**WHAT TO WORK ON:**
Word for word, write the lines below out again, with no pictures.

**GIVEN RECORDS:**
● ● ● ●
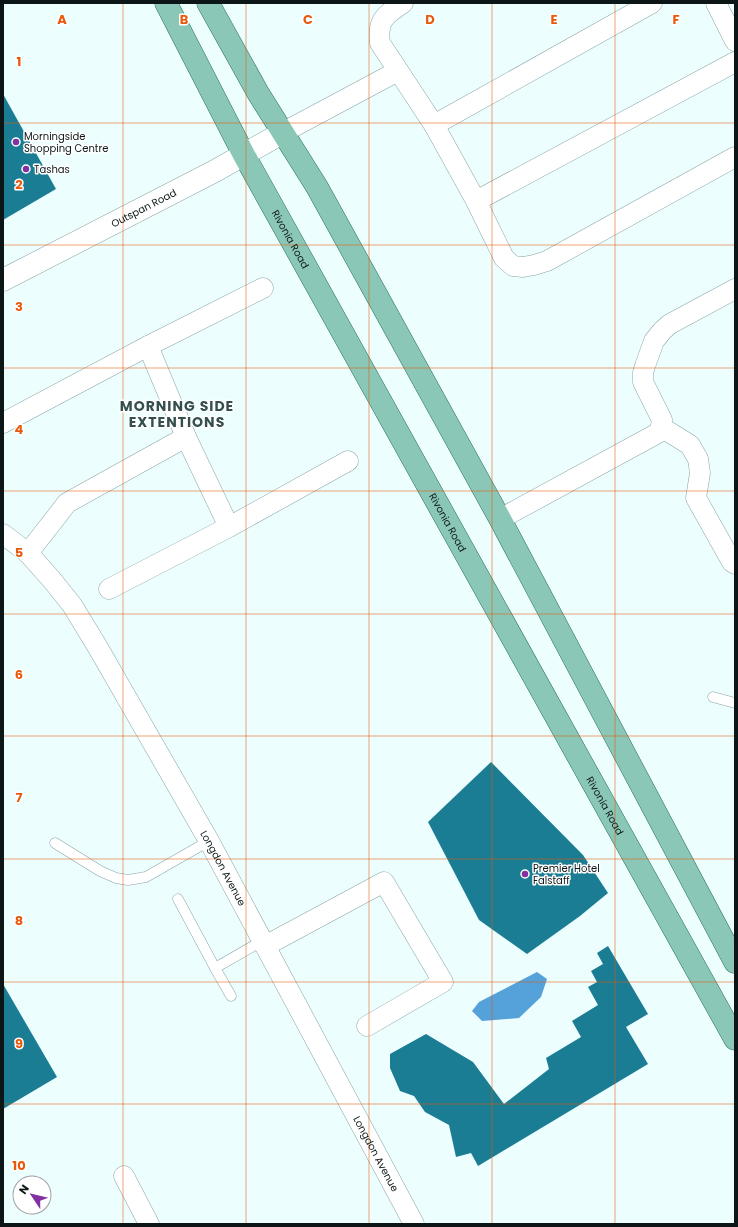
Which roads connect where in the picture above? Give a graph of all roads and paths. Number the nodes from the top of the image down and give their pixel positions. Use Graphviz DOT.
graph roads {
  1 [pos="166,3"];
  2 [pos="208,3"];
  3 [pos="403,3"];
  4 [pos="652,3"];
  5 [pos="716,3"];
  6 [pos="735,41"];
  7 [pos="735,62"];
  8 [pos="398,71"];
  9 [pos="434,125"];
  10 [pos="282,133"];
  11 [pos="244,155"];
  12 [pos="735,157"];
  13 [pos="476,202"];
  14 [pos="3,280"];
  15 [pos="263,288"];
  16 [pos="735,289"];
  17 [pos="148,346"];
  18 [pos="3,423"];
  19 [pos="661,427"];
  20 [pos="186,437"];
  21 [pos="348,461"];
  22 [pos="500,519"];
  23 [pos="228,527"];
  24 [pos="3,534"];
  25 [pos="28,553"];
  26 [pos="735,564"];
  27 [pos="109,589"];
  28 [pos="713,697"];
  29 [pos="735,703"];
  30 [pos="209,841"];
  31 [pos="55,843"];
  32 [pos="178,899"];
  33 [pos="263,944"];
  34 [pos="735,962"];
  35 [pos="215,968"];
  36 [pos="231,996"];
  37 [pos="367,1026"];
  38 [pos="735,1040"];
  39 [pos="124,1176"];
  40 [pos="149,1224"];
  41 [pos="414,1224"];
  1 -- 11 [label="main road, Rivonia Road"];
  2 -- 10 [label="main road"];
  3 -- 8 [label="street"];
  4 -- 9 [label="street"];
  5 -- 6 [label="street"];
  7 -- 13 [label="street"];
  8 -- 9 [label="street"];
  8 -- 10 [label="street"];
  9 -- 13 [label="street"];
  10 -- 11 [label="street, Outspan Road"];
  10 -- 22 [label="main road"];
  11 -- 14 [label="street, Outspan Road"];
  11 -- 38 [label="main road, Rivonia Road"];
  12 -- 13 [label="street"];
  15 -- 17 [label="street"];
  16 -- 19 [label="street"];
  17 -- 18 [label="street"];
  17 -- 20 [label="street"];
  19 -- 22 [label="street"];
  19 -- 26 [label="street"];
  20 -- 23 [label="street"];
  20 -- 25 [label="street"];
  21 -- 23 [label="street"];
  22 -- 34 [label="main road"];
  23 -- 27 [label="street"];
  24 -- 25 [label="street, Longdon Avenue"];
  25 -- 30 [label="street, Longdon Avenue"];
  28 -- 29 [label="lane"];
  30 -- 31 [label="lane"];
  30 -- 33 [label="street, Longdon Avenue"];
  32 -- 35 [label="lane"];
  33 -- 35 [label="lane"];
  33 -- 37 [label="street"];
  33 -- 41 [label="street, Longdon Avenue"];
  35 -- 36 [label="lane"];
  39 -- 40 [label="street"];
}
● ● ● ●
**SOLUTION TO THIS EXERCISE:**
Which roads connect where in the picture above? Give a graph of all roads and paths. Number the nodes from the top of the image down and give their pixel positions. Use Graphviz DOT.
graph roads {
  1 [pos="166,3"];
  2 [pos="208,3"];
  3 [pos="403,3"];
  4 [pos="652,3"];
  5 [pos="716,3"];
  6 [pos="735,41"];
  7 [pos="735,62"];
  8 [pos="398,71"];
  9 [pos="434,125"];
  10 [pos="282,133"];
  11 [pos="244,155"];
  12 [pos="735,157"];
  13 [pos="476,202"];
  14 [pos="3,280"];
  15 [pos="263,288"];
  16 [pos="735,289"];
  17 [pos="148,346"];
  18 [pos="3,423"];
  19 [pos="661,427"];
  20 [pos="186,437"];
  21 [pos="348,461"];
  22 [pos="500,519"];
  23 [pos="228,527"];
  24 [pos="3,534"];
  25 [pos="28,553"];
  26 [pos="735,564"];
  27 [pos="109,589"];
  28 [pos="713,697"];
  29 [pos="735,703"];
  30 [pos="209,841"];
  31 [pos="55,843"];
  32 [pos="178,899"];
  33 [pos="263,944"];
  34 [pos="735,962"];
  35 [pos="215,968"];
  36 [pos="231,996"];
  37 [pos="367,1026"];
  38 [pos="735,1040"];
  39 [pos="124,1176"];
  40 [pos="149,1224"];
  41 [pos="414,1224"];
  1 -- 11 [label="main road, Rivonia Road"];
  2 -- 10 [label="main road"];
  3 -- 8 [label="street"];
  4 -- 9 [label="street"];
  5 -- 6 [label="street"];
  7 -- 13 [label="street"];
  8 -- 9 [label="street"];
  8 -- 10 [label="street"];
  9 -- 13 [label="street"];
  10 -- 11 [label="street, Outspan Road"];
  10 -- 22 [label="main road"];
  11 -- 14 [label="street, Outspan Road"];
  11 -- 38 [label="main road, Rivonia Road"];
  12 -- 13 [label="street"];
  15 -- 17 [label="street"];
  16 -- 19 [label="street"];
  17 -- 18 [label="street"];
  17 -- 20 [label="street"];
  19 -- 22 [label="street"];
  19 -- 26 [label="street"];
  20 -- 23 [label="street"];
  20 -- 25 [label="street"];
  21 -- 23 [label="street"];
  22 -- 34 [label="main road"];
  23 -- 27 [label="street"];
  24 -- 25 [label="street, Longdon Avenue"];
  25 -- 30 [label="street, Longdon Avenue"];
  28 -- 29 [label="lane"];
  30 -- 31 [label="lane"];
  30 -- 33 [label="street, Longdon Avenue"];
  32 -- 35 [label="lane"];
  33 -- 35 [label="lane"];
  33 -- 37 [label="street"];
  33 -- 41 [label="street, Longdon Avenue"];
  35 -- 36 [label="lane"];
  39 -- 40 [label="street"];
}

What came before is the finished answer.